June 21, 1947
Ashford Manor
I left just after dawn. I didn’t tell anyone I was going, who would I tell? I packed water, a notebook, a pen. Wore boots. The map from behind the wallpaper was folded in my coat pocket, though I had memorized its lines by heart overnight. I barely slept.
The orchard was damp with last night’s rain. The trees felt closer together than usual, as if shifting subtly to guard their secrets.
Beyond the farthest apple tree, where the map indicated a faint trail, I found a break in the brambles. The grass there was flattened as though someone had walked it not long ago. I could’ve missed it if I hadn't known what to look for.
The woods beyond weren’t wild exactly. They felt... paused. As if something had once moved here often and hasn’t for a long time.

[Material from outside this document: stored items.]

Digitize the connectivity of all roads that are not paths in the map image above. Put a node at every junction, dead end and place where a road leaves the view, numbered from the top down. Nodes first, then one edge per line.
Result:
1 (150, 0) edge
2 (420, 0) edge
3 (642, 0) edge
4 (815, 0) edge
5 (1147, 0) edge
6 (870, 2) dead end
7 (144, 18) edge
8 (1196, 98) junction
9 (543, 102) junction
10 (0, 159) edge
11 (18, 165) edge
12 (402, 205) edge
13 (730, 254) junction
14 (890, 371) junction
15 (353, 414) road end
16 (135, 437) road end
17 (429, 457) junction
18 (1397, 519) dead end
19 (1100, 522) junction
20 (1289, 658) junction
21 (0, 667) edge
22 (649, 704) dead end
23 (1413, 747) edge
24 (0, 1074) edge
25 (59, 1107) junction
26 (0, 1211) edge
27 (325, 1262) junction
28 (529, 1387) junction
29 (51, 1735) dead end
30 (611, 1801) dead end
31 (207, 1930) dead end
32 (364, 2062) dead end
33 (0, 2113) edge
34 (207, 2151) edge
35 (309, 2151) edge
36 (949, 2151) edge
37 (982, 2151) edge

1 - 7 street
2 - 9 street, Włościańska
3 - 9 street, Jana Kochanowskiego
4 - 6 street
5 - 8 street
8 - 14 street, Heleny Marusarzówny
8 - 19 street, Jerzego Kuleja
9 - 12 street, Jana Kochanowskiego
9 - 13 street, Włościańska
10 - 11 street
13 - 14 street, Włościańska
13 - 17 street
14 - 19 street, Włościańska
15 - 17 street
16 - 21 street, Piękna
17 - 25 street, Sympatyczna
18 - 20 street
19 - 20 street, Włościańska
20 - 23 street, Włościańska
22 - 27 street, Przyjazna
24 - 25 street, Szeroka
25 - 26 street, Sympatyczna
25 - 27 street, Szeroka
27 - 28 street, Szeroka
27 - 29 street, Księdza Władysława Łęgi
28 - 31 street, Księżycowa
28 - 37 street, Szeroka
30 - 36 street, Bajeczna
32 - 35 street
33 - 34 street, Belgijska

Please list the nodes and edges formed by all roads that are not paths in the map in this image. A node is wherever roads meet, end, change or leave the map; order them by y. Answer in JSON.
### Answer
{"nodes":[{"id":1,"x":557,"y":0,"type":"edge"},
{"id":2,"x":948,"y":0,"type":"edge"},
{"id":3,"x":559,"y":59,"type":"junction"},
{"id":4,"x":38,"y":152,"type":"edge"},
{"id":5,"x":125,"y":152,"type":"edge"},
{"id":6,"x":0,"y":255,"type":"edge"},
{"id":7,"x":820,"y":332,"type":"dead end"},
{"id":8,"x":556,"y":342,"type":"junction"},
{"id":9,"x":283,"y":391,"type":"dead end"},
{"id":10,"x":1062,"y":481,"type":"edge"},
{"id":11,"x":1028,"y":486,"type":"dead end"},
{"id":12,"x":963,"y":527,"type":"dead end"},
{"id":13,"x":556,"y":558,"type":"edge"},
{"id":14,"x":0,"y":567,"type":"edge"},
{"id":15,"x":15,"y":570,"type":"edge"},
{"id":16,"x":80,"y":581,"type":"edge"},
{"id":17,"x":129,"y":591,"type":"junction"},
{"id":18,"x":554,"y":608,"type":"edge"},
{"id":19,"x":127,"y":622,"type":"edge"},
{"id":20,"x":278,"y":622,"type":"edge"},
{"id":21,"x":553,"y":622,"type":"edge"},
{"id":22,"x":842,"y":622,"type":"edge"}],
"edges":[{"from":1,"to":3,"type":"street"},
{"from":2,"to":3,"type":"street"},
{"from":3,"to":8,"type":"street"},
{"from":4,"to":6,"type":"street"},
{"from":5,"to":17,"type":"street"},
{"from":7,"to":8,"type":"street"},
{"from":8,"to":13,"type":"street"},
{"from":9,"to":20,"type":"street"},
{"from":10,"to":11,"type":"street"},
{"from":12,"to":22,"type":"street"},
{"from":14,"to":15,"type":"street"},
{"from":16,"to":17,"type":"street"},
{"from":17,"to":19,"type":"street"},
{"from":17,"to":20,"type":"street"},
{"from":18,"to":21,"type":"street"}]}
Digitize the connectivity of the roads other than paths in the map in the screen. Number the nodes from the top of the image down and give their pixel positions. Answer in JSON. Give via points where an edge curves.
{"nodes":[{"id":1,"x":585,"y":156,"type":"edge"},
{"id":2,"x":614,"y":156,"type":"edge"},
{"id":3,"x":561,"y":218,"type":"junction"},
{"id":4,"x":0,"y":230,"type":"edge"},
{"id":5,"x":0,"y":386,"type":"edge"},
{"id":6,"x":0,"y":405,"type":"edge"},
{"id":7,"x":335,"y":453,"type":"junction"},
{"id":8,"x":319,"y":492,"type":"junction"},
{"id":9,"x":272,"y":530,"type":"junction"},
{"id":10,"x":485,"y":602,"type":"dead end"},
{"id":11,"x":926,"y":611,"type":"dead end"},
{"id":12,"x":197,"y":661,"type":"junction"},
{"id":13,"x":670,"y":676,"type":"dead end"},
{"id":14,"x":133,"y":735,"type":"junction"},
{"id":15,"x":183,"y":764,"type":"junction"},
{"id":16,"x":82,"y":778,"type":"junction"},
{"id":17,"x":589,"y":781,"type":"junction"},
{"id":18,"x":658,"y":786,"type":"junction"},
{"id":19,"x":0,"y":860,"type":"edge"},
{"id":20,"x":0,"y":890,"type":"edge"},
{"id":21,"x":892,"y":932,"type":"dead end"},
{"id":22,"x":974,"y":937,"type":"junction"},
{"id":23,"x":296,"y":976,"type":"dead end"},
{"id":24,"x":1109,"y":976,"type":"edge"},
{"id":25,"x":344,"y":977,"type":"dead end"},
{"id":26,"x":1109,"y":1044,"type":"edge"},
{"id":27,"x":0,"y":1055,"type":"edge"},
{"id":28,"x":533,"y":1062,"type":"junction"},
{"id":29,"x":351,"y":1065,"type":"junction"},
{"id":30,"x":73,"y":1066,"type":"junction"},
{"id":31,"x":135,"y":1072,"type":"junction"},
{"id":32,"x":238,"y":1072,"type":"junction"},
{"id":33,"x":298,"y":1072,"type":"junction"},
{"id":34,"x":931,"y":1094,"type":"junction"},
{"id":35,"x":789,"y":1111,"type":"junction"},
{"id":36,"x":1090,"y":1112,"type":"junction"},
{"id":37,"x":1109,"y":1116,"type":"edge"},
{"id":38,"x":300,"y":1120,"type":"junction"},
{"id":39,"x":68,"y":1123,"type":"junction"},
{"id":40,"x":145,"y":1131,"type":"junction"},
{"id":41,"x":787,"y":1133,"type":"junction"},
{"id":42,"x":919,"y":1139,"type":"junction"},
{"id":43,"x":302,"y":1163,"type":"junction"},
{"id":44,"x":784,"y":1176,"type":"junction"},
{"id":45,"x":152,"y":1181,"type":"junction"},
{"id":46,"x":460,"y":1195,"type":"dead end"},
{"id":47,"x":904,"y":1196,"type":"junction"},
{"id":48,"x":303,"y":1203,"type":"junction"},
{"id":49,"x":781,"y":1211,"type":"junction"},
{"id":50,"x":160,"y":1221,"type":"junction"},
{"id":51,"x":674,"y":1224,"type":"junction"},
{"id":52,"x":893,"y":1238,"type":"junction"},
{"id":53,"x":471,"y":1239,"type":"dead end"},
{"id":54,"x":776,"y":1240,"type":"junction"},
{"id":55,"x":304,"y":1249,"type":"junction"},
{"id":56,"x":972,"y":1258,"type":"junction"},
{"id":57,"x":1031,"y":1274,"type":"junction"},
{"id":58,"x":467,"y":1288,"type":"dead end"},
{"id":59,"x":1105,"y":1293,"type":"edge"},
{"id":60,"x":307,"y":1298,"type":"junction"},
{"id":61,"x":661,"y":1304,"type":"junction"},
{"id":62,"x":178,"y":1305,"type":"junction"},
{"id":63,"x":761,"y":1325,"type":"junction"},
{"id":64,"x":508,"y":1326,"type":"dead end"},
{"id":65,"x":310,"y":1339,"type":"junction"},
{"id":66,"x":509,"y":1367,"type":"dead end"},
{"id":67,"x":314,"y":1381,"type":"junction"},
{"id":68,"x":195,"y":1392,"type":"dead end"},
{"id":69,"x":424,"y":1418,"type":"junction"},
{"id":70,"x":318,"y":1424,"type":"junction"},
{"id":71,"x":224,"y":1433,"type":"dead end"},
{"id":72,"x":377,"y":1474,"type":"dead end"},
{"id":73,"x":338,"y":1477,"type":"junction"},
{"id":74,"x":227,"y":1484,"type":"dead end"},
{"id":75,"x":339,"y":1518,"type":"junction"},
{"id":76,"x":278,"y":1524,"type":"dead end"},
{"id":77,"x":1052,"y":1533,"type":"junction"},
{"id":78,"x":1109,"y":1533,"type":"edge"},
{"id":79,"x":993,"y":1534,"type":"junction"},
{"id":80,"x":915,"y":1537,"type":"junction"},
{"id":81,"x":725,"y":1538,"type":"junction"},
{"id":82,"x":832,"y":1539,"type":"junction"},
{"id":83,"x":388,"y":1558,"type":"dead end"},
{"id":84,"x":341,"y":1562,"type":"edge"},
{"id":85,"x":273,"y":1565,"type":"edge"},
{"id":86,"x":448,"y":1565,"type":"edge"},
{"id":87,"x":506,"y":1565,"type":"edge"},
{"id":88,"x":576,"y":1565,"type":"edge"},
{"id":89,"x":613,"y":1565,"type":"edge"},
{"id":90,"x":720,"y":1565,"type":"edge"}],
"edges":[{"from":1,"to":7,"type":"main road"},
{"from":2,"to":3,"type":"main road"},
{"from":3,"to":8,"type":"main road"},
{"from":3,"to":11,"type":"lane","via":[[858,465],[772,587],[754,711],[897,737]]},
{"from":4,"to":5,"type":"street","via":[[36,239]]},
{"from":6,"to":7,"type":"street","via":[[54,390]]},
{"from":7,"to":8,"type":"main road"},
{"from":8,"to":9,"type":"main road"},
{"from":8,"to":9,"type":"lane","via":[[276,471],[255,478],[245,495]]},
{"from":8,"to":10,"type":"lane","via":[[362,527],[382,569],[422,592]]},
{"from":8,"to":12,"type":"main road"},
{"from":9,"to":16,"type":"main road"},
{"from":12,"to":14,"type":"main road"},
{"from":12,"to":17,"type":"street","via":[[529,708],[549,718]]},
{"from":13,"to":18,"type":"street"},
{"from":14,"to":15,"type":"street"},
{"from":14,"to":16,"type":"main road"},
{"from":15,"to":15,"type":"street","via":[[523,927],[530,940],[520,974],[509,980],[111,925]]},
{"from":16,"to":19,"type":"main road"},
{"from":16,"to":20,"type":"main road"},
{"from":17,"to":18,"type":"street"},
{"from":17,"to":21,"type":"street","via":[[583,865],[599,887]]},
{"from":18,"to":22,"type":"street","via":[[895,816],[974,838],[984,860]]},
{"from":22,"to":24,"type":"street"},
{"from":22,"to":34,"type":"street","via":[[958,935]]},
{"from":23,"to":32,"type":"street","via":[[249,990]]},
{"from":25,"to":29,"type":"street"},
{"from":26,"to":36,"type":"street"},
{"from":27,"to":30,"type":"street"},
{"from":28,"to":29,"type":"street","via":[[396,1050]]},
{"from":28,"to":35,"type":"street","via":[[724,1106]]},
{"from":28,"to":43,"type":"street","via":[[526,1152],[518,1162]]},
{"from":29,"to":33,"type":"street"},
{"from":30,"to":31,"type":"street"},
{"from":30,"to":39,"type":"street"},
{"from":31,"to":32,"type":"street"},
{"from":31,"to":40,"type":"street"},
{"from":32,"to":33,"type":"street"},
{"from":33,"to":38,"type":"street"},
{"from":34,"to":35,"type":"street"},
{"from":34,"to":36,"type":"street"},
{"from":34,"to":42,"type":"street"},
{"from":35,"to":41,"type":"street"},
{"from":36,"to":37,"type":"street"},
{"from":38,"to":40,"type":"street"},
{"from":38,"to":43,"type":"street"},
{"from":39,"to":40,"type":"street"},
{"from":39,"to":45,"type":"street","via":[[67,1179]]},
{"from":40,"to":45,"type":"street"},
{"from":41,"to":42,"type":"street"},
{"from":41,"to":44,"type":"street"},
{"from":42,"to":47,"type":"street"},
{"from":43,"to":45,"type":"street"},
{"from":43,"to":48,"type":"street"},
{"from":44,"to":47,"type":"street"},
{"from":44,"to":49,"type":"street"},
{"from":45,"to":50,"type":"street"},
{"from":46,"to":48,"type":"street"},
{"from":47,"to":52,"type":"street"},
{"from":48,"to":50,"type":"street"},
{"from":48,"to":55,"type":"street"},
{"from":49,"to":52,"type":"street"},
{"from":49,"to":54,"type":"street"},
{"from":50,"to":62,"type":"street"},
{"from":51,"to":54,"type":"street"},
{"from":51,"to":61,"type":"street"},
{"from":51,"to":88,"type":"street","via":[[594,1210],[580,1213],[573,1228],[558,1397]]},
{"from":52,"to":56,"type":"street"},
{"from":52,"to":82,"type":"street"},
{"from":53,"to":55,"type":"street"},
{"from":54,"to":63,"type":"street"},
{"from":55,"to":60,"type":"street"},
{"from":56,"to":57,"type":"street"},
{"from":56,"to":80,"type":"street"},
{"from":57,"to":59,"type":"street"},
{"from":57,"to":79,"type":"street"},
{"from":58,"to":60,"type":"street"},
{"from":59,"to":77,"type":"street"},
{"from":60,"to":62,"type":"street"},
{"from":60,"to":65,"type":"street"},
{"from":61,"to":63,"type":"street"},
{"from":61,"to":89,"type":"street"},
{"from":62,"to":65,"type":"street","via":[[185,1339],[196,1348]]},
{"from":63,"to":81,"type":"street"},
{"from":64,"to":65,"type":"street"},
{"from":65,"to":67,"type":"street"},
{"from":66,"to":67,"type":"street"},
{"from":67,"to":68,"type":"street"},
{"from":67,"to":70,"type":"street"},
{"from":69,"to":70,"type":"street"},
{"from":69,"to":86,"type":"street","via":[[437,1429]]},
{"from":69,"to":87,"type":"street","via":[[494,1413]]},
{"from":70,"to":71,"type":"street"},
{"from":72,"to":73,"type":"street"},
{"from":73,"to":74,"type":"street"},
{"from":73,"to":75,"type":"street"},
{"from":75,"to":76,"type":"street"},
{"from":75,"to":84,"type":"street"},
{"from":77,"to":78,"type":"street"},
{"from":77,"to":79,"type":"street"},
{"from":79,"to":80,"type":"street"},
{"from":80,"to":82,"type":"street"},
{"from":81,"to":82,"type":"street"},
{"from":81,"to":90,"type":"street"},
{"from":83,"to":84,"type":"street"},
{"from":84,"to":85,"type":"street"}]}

I followed the path carefully, brushing aside hanging limbs and roots. At one point, I found an old stone boundary marker, half-sunk in moss. Carved into it, barely legible: S.R. The initials struck something inside me, but I don’t yet know what.
And then I saw it.
A small wooden structure. More of a hut than a shed. Covered in ivy and age. Its single window was cracked but intact. The door was ajar, as if someone had left in a hurry and never came back.
I stepped inside.
It smelled of damp paper, old ink, and time. Dust moved in shafts of light like silver threads. There was a desk. A stool. Several shelves. A trunk in the corner, and on the desk—
An envelope.
Unopened. Unfaded.
The ink: a deep violet.
It simply reads: FOR L.
I haven’t opened it yet.
—Calliope.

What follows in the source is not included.